After going through YEARS of not understanding my oldest son's learning challenges, we finally found the Davis Dyslexia program, and it completely changed his life. Inspired by his success, I decided to become trained as a facilitator of the program. I have worked with my youngest son (also a non-verbal learner) and he, too, has had amazing results. Many of my clients are diagnosed with non-verbal learning difficulties.
If you are interested in checking out my website to see if any of it describes what you see in your son, please feel free. I also give monthly seminars at my office (next one is April 21st at 6:30 pm). The website is: http://www.ne-dyslexia.com - be sure to check out the Characteristics page and/or take the free on-line assessment.
It is so difficult to see your child struggle (there's really not much worse), especially with the social aspects. As a parent who has been there, I have total empathy for what you're going through. I hope that you'll find some helpful information on my website.
You can also feel free to contact me directly if you have any questions.
Warm regards from Newburyport, MA
K.
Hopefully his school and the doctor gave you information about this disabiity. My son has aeperger's and a lot of the interventions/strategies are the same as NVLD. I would look into some pragmatic language groups to help him with his social language. Ask the speech therapist at his school.
Does he have an IEP? If so, many speech therapists can work on pragmatics. If he does not, is the NVLD impating his academcis? He may qualify for an IEP. (I've seen students with it who do not need an IEP). But maybe the guidance cousenlor does social skills groups and lunch bunches which will help him as well.

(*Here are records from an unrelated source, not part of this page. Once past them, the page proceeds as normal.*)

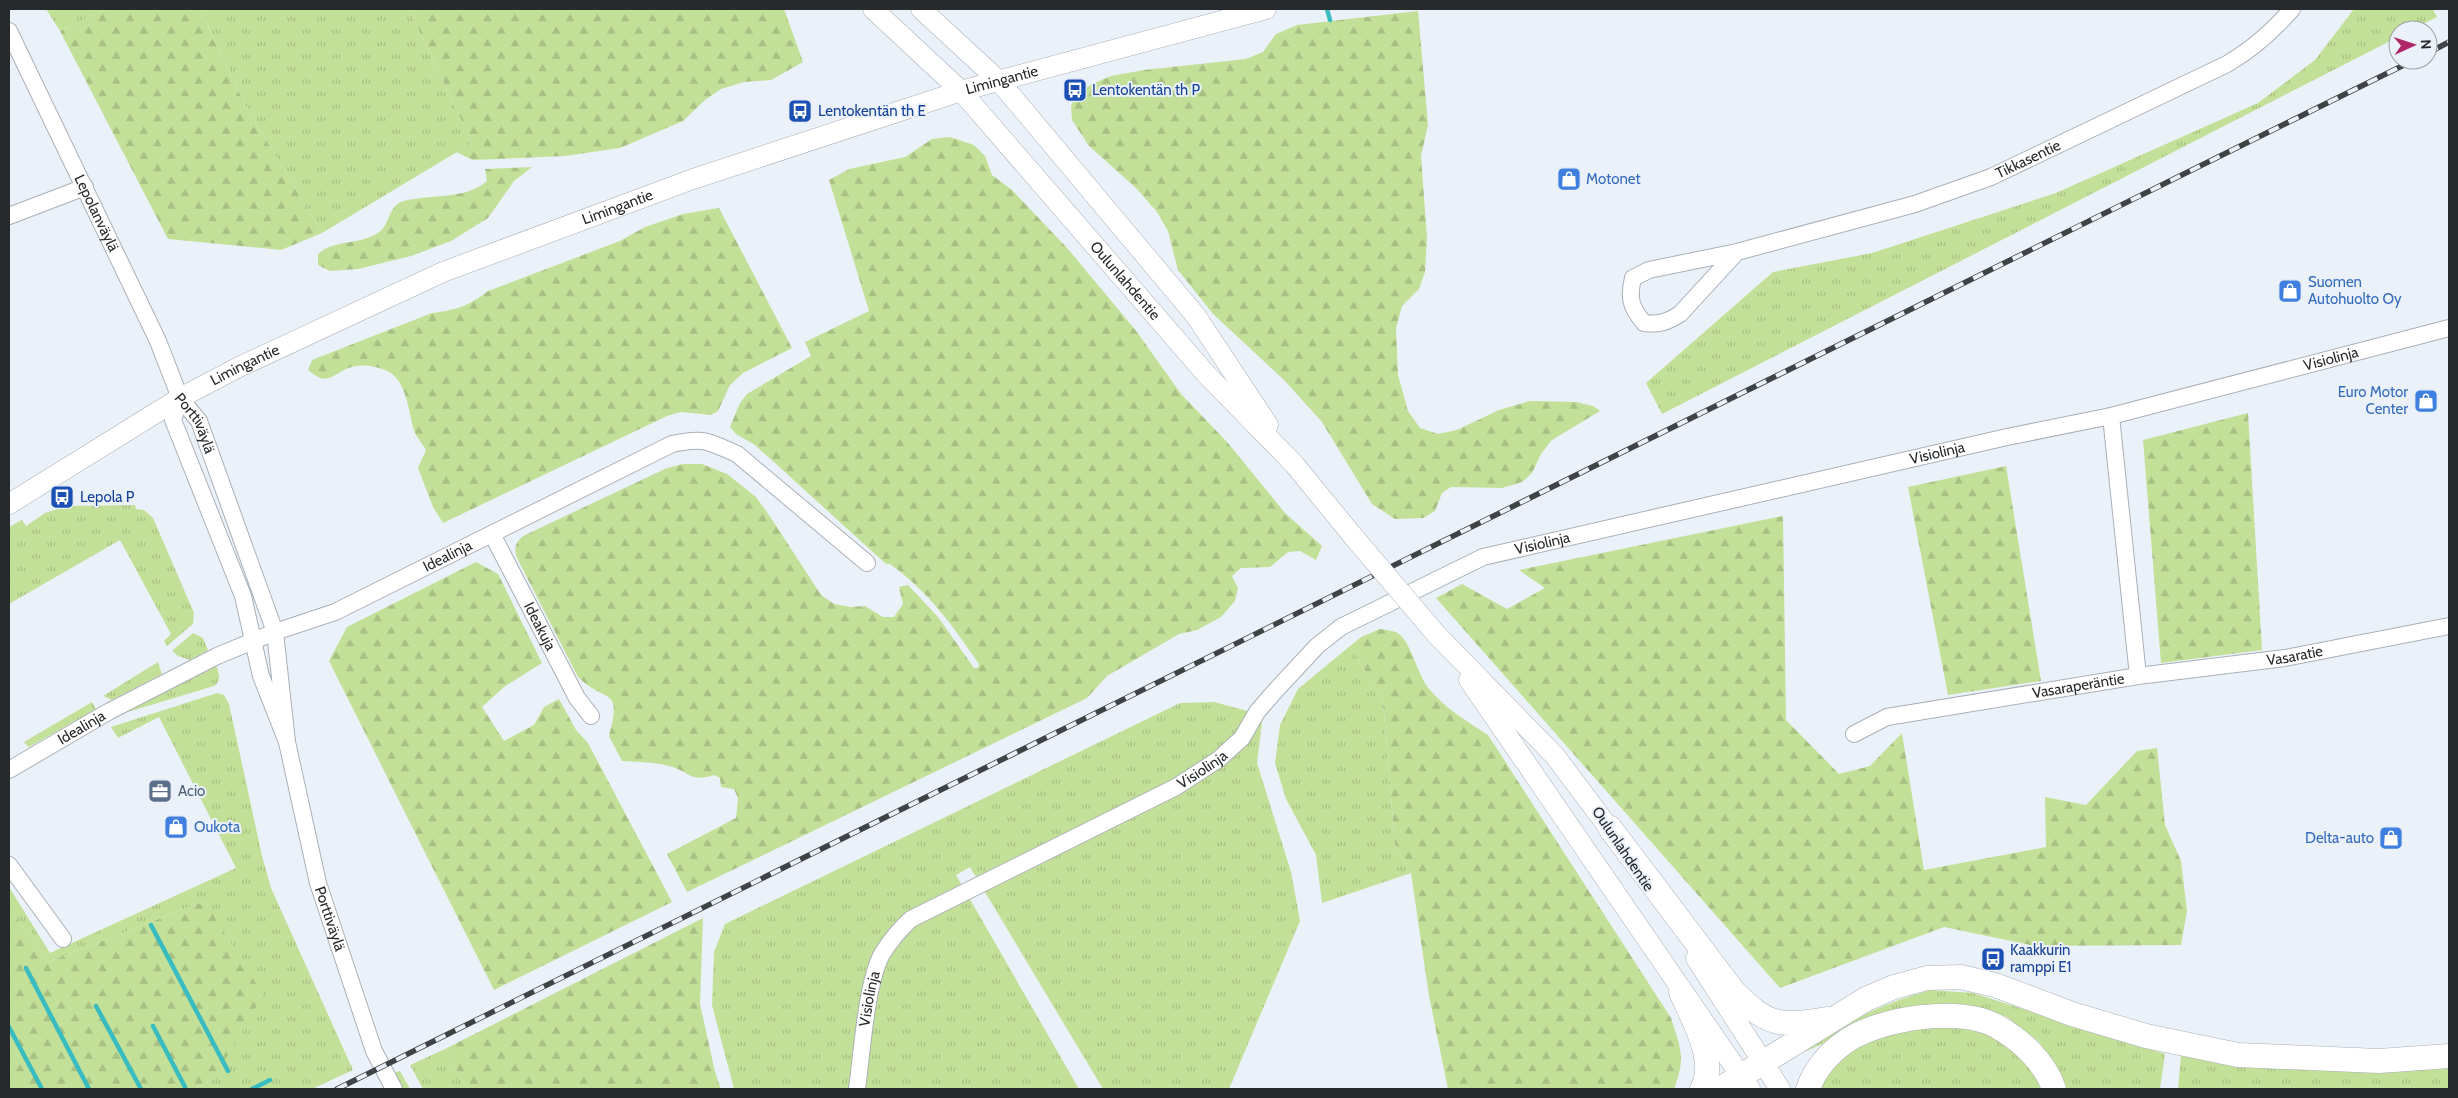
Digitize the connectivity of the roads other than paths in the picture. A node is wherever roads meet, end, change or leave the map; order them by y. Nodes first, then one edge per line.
1 (873, 9) edge
2 (921, 9) edge
3 (1266, 9) edge
4 (2292, 9) edge
5 (9, 31) edge
6 (999, 81) junction
7 (961, 92) junction
8 (85, 187) junction
9 (9, 216) edge
10 (1737, 252) junction
11 (2449, 328) edge
12 (180, 398) junction
13 (2111, 416) junction
14 (1294, 464) junction
15 (9, 504) edge
16 (492, 534) junction
17 (867, 563) dead end
18 (2449, 626) edge
19 (275, 632) junction
20 (1436, 634) junction
21 (253, 641) junction
22 (2138, 676) junction
23 (591, 716) dead end
24 (1854, 734) dead end
25 (287, 742) junction
26 (9, 770) edge
27 (1610, 828) junction
28 (9, 866) edge
29 (62, 939) dead end
30 (1681, 992) junction
31 (1836, 1018) junction
32 (2449, 1056) edge
33 (1764, 1062) junction
34 (1747, 1083) edge
35 (394, 1089) edge
36 (858, 1089) edge
37 (1702, 1089) edge
38 (1720, 1089) edge
39 (1780, 1089) edge
40 (1808, 1089) edge
41 (2054, 1089) edge

1 - 7 main road, Oulunlahdentie
2 - 6 main road, Oulunlahdentie
3 - 6 main road, Limingantie
4 - 10 street, Tikkasentie
5 - 8 street, Lepolanväylä
6 - 7 main road, Limingantie
6 - 14 main road, Oulunlahdentie
7 - 12 main road, Limingantie
7 - 14 main road, Oulunlahdentie
8 - 9 street
8 - 12 street, Lepolanväylä
10 - 10 street, Tikkasentie
11 - 13 street, Visiolinja
12 - 15 main road, Limingantie
12 - 19 street, Porttiväylä
12 - 21 street, Porttiväylä
13 - 22 street, Vasaraperäntie
13 - 36 street, Visiolinja
14 - 20 main road, Oulunlahdentie, bridge
16 - 17 street, Idealinja
16 - 19 street, Idealinja
16 - 23 street, Ideakuja
18 - 22 street, Vasaratie
19 - 21 street, Idealinja
19 - 25 street, Porttiväylä
20 - 27 main road, Oulunlahdentie
20 - 30 main road, Oulunlahdentie
21 - 25 street, Porttiväylä
21 - 26 street, Idealinja
22 - 24 street, Vasaraperäntie
25 - 35 street, Porttiväylä
27 - 31 highway
27 - 33 main road, Oulunlahdentie
28 - 29 street
30 - 34 main road, Oulunlahdentie
30 - 37 highway
31 - 32 highway
31 - 33 highway
33 - 34 highway
33 - 39 main road, Oulunlahdentie
34 - 38 highway
40 - 41 highway

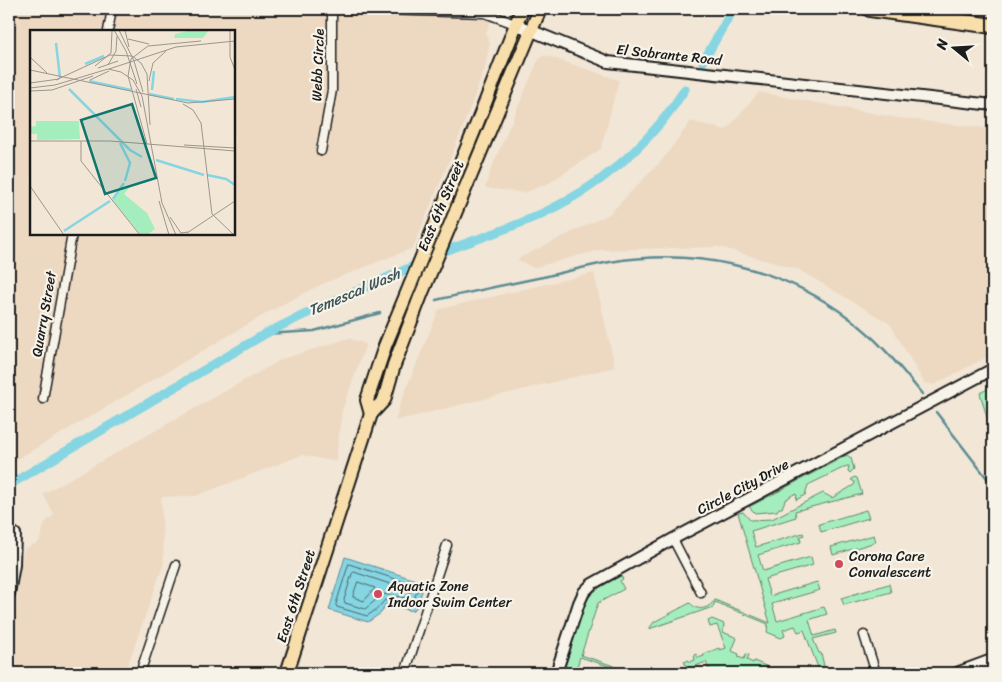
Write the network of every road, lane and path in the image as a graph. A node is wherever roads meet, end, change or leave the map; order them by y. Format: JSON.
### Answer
{"nodes":[{"id":1,"x":112,"y":9,"type":"edge"},
{"id":2,"x":332,"y":9,"type":"edge"},
{"id":3,"x":350,"y":9,"type":"edge"},
{"id":4,"x":522,"y":9,"type":"edge"},
{"id":5,"x":540,"y":9,"type":"edge"},
{"id":6,"x":870,"y":9,"type":"edge"},
{"id":7,"x":516,"y":24,"type":"junction"},
{"id":8,"x":993,"y":26,"type":"edge"},
{"id":9,"x":108,"y":30,"type":"edge"},
{"id":10,"x":530,"y":31,"type":"junction"},
{"id":11,"x":993,"y":105,"type":"edge"},
{"id":12,"x":321,"y":151,"type":"dead end"},
{"id":13,"x":72,"y":235,"type":"edge"},
{"id":14,"x":993,"y":370,"type":"edge"},
{"id":15,"x":43,"y":399,"type":"dead end"},
{"id":16,"x":371,"y":414,"type":"junction"},
{"id":17,"x":15,"y":534,"type":"dead end"},
{"id":18,"x":673,"y":539,"type":"junction"},
{"id":19,"x":447,"y":545,"type":"dead end"},
{"id":20,"x":176,"y":565,"type":"dead end"},
{"id":21,"x":701,"y":593,"type":"dead end"},
{"id":22,"x":9,"y":594,"type":"edge"},
{"id":23,"x":864,"y":634,"type":"dead end"},
{"id":24,"x":993,"y":660,"type":"edge"},
{"id":25,"x":140,"y":673,"type":"edge"},
{"id":26,"x":287,"y":673,"type":"edge"},
{"id":27,"x":405,"y":673,"type":"edge"},
{"id":28,"x":556,"y":673,"type":"edge"},
{"id":29,"x":876,"y":673,"type":"edge"},
{"id":30,"x":958,"y":673,"type":"edge"}],
"edges":[{"from":1,"to":9,"type":"street"},
{"from":2,"to":12,"type":"street","name":"Webb Circle"},
{"from":3,"to":7,"type":"street","name":"El Sobrante Road"},
{"from":4,"to":7,"type":"main road","name":"East 6th Street"},
{"from":5,"to":10,"type":"main road","name":"East 6th Street"},
{"from":6,"to":8,"type":"highway"},
{"from":7,"to":10,"type":"street","name":"El Sobrante Road"},
{"from":7,"to":16,"type":"main road","name":"East 6th Street"},
{"from":10,"to":11,"type":"street","name":"El Sobrante Road"},
{"from":10,"to":16,"type":"main road","name":"East 6th Street"},
{"from":13,"to":15,"type":"street","name":"Quarry Street"},
{"from":14,"to":18,"type":"street","name":"Circle City Drive"},
{"from":16,"to":26,"type":"main road","name":"East 6th Street"},
{"from":17,"to":22,"type":"street"},
{"from":18,"to":21,"type":"street"},
{"from":18,"to":28,"type":"street","name":"Circle City Drive"},
{"from":19,"to":27,"type":"street"},
{"from":20,"to":25,"type":"street"},
{"from":23,"to":29,"type":"street"},
{"from":24,"to":30,"type":"main road"}]}
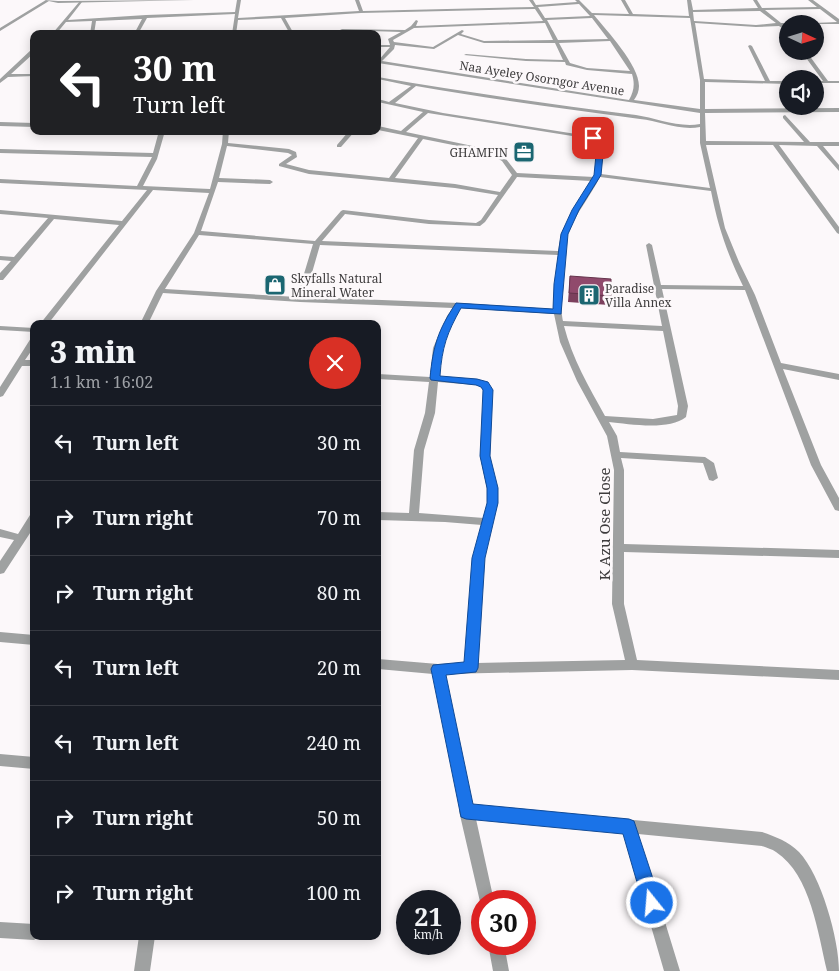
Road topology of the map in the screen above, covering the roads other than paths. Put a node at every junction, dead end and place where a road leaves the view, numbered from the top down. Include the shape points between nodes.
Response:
1 (46, 0) edge
2 (192, 0) edge
3 (239, 0) edge
4 (357, 0) edge
5 (531, 0) edge
6 (623, 0) edge
7 (690, 0) edge
8 (755, 0) edge
9 (810, 0) edge
10 (90, 1) edge
11 (140, 1) edge
12 (80, 2) junction
13 (579, 2) edge
14 (457, 5) dead end
15 (536, 7) junction
16 (820, 8) junction
17 (762, 9) junction
18 (460, 10) junction
19 (361, 12) junction
20 (418, 12) junction
21 (237, 13) junction
22 (331, 14) junction
23 (592, 15) junction
24 (632, 15) junction
25 (146, 16) junction
26 (282, 16) junction
27 (692, 17) junction
28 (94, 19) junction
29 (236, 19) junction
30 (335, 20) dead end
31 (545, 20) junction
32 (838, 20) edge
33 (66, 21) junction
34 (824, 21) edge
35 (469, 24) junction
36 (779, 24) edge
37 (779, 25) edge
38 (413, 27) junction
39 (0, 30) edge
40 (58, 30) edge
41 (93, 30) edge
42 (138, 30) edge
43 (235, 30) edge
44 (290, 30) edge
45 (381, 31) edge
46 (405, 31) junction
47 (458, 34) junction
48 (612, 40) junction
49 (556, 42) junction
50 (393, 44) junction
51 (381, 46) edge
52 (750, 46) dead end
53 (466, 55) dead end
54 (30, 58) edge
55 (381, 58) edge
56 (811, 60) edge
57 (565, 61) junction
58 (381, 63) edge
59 (634, 73) junction
60 (30, 75) edge
61 (8, 76) junction
62 (381, 79) edge
63 (702, 80) junction
64 (826, 81) joint
65 (0, 82) edge
66 (839, 82) edge
67 (769, 83) junction
68 (779, 83) edge
69 (415, 85) junction
70 (459, 85) dead end
71 (453, 91) junction
72 (631, 101) junction
73 (381, 102) edge
74 (390, 104) junction
75 (836, 110) edge
76 (428, 112) junction
77 (703, 112) junction
78 (839, 115) edge
79 (785, 117) dead end
80 (0, 124) edge
81 (703, 124) junction
82 (30, 125) edge
83 (381, 129) edge
84 (402, 133) junction
85 (161, 135) edge
86 (226, 135) edge
87 (349, 135) edge
88 (420, 137) junction
89 (704, 143) junction
90 (225, 144) junction
91 (810, 144) junction
92 (839, 144) edge
93 (776, 145) junction
94 (819, 145) junction
95 (339, 146) dead end
96 (0, 151) edge
97 (155, 155) junction
98 (839, 169) edge
99 (515, 175) junction
100 (597, 177) junction
101 (216, 180) junction
102 (0, 181) edge
103 (390, 181) junction
104 (270, 182) dead end
105 (139, 188) junction
106 (151, 189) junction
107 (714, 190) junction
108 (213, 191) junction
109 (500, 194) junction
110 (0, 212) edge
111 (53, 216) junction
112 (124, 223) junction
113 (836, 223) edge
114 (839, 232) edge
115 (196, 233) junction
116 (317, 243) junction
117 (649, 245) dead end
118 (561, 253) junction
119 (0, 258) edge
120 (16, 259) junction
121 (0, 278) edge
122 (658, 288) junction
123 (747, 288) junction
124 (160, 291) junction
125 (300, 300) junction
126 (459, 305) junction
127 (557, 312) junction
128 (47, 320) edge
129 (146, 320) edge
130 (558, 323) junction
131 (0, 328) edge
132 (667, 329) junction
133 (30, 330) edge
134 (30, 347) edge
135 (20, 363) junction
136 (30, 363) edge
137 (777, 365) junction
138 (381, 376) edge
139 (839, 377) edge
140 (434, 378) junction
141 (0, 394) edge
142 (604, 419) junction
143 (617, 455) junction
144 (713, 478) dead end
145 (839, 507) edge
146 (381, 516) edge
147 (414, 517) junction
148 (489, 522) junction
149 (30, 524) edge
150 (0, 533) edge
151 (20, 538) junction
152 (620, 548) junction
153 (839, 554) edge
154 (0, 570) edge
155 (0, 637) edge
156 (30, 640) edge
157 (381, 664) edge
158 (632, 665) junction
159 (471, 668) junction
160 (438, 669) junction
161 (839, 675) edge
162 (0, 760) edge
163 (30, 763) edge
164 (466, 811) junction
165 (629, 827) junction
166 (484, 890) edge
167 (0, 930) edge
168 (30, 932) edge
169 (146, 940) edge
170 (498, 955) edge
171 (142, 971) edge
172 (502, 971) edge
173 (672, 971) edge
174 (834, 971) edge

1 - 12 street
1 - 39 street
2 - 11 street
3 - 21 street
4 - 19 street
5 - 15 street
6 - 24 street
7 - 27 street
8 - 17 street
9 - 16 street
10 - 11 street
10 - 12 street
12 - 33 street
13 - 15 street
13 - 23 street
14 - 18 street
15 - 18 street
15 - 31 street
16 - 17 street
16 - 32 street
17 - 27 street
17 - 36 street
18 - 20 street
19 - 20 street
19 - 22 street
20 - 38 street
21 - 25 street
21 - 29 street
22 - 26 street
22 - 30 street
23 - 24 street
23 - 31 street
23 - 48 street
24 - 27 street
25 - 28 street
25 - 42 street
26 - 29 street
26 - 44 street
27 - 37 street via 756,26
27 - 63 street
28 - 33 street
28 - 41 street
29 - 43 street
31 - 35 street
31 - 49 street
32 - 34 street
33 - 40 street
35 - 38 street
35 - 47 street
38 - 46 street
45 - 46 street
46 - 50 street via 391,39
47 - 49 street via 490,42
47 - 50 street via 434,48
48 - 49 street
48 - 59 street
49 - 57 street
50 - 51 street
50 - 55 street
52 - 67 street
53 - 57 street
54 - 61 street
56 - 64 street
57 - 59 street via 571,66 587,69
58 - 72 street, Naa Ayeley Osorngor Avenue via 466,79
59 - 72 street via 636,91
60 - 61 street
61 - 65 street
62 - 69 street
63 - 67 street
63 - 77 street
64 - 66 street
67 - 68 street
69 - 71 street
69 - 74 street
70 - 71 street
71 - 81 street via 556,108 668,121 688,127
72 - 77 street, Naa Ayeley Osorngor Avenue
73 - 74 street
74 - 76 street
75 - 77 street, Naa Ayeley Osorngor Avenue
75 - 78 street
76 - 84 street
76 - 100 street, K Azu Ose Close via 593,138 600,145
77 - 81 street
79 - 91 street
80 - 82 street
81 - 89 street
83 - 84 street
84 - 88 street
85 - 97 street
86 - 90 street
87 - 95 street
88 - 99 street via 495,154
88 - 103 street
89 - 93 street
89 - 107 street
90 - 101 street
90 - 103 street via 292,152 295,156 281,165 285,167
91 - 93 street
91 - 94 street
92 - 94 street
93 - 113 street
94 - 98 street
96 - 97 street
97 - 105 street
99 - 100 street
99 - 109 street
100 - 107 street
100 - 118 street, K Azu Ose Close via 569,222
101 - 104 street
101 - 108 street
102 - 105 street
103 - 109 street via 455,186
105 - 106 street
106 - 108 street
106 - 112 street
107 - 123 street via 722,228
108 - 115 street
109 - 116 street via 478,224 345,212
110 - 111 street
111 - 112 street
111 - 120 street
112 - 128 street
113 - 114 street
115 - 116 street
115 - 124 street
116 - 118 street
116 - 125 street
117 - 122 street
118 - 127 street, K Azu Ose Close
119 - 120 street
120 - 121 street
122 - 123 street
122 - 132 street
123 - 137 street
124 - 125 street
124 - 129 street
125 - 126 street
126 - 127 street
126 - 140 street via 438,348
127 - 130 street, K Azu Ose Close
130 - 132 street
130 - 142 street, K Azu Ose Close via 580,381
131 - 133 street
132 - 142 street via 683,406 681,417 672,421 648,422
134 - 135 street
135 - 136 street
135 - 141 street
137 - 139 street
137 - 145 street via 816,465
138 - 140 street
140 - 147 street via 430,413 419,450
140 - 148 street via 477,382 485,384 488,390 485,456 492,488
142 - 143 street, K Azu Ose Close
143 - 144 street via 702,460 709,464
143 - 152 street, K Azu Ose Close
146 - 147 street
147 - 148 street
148 - 159 street via 478,558
149 - 151 street
150 - 151 street
151 - 154 street
152 - 153 street
152 - 158 street, K Azu Ose Close via 618,604
155 - 156 street
157 - 160 street
158 - 159 street
158 - 161 street
159 - 160 street
160 - 164 street
162 - 163 street
164 - 165 street
164 - 166 street
165 - 173 street
165 - 174 street via 762,839 783,847 797,860 809,880
167 - 168 street
169 - 171 street
170 - 172 street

Your most important role will be to advocate for him and learn as much as you can about this, especially because this is still a mystery to many schools. I've also had to explicitly teach many social skills to my son (now 16) that others pick up easily. (Things like how to begin a converstaion, the types of things you can talk about with 'strangers', how to ask a potential frined for a phone number, etc).
Good Luck,
M.
You should check on www.ldonline.com they have great information that can help you too!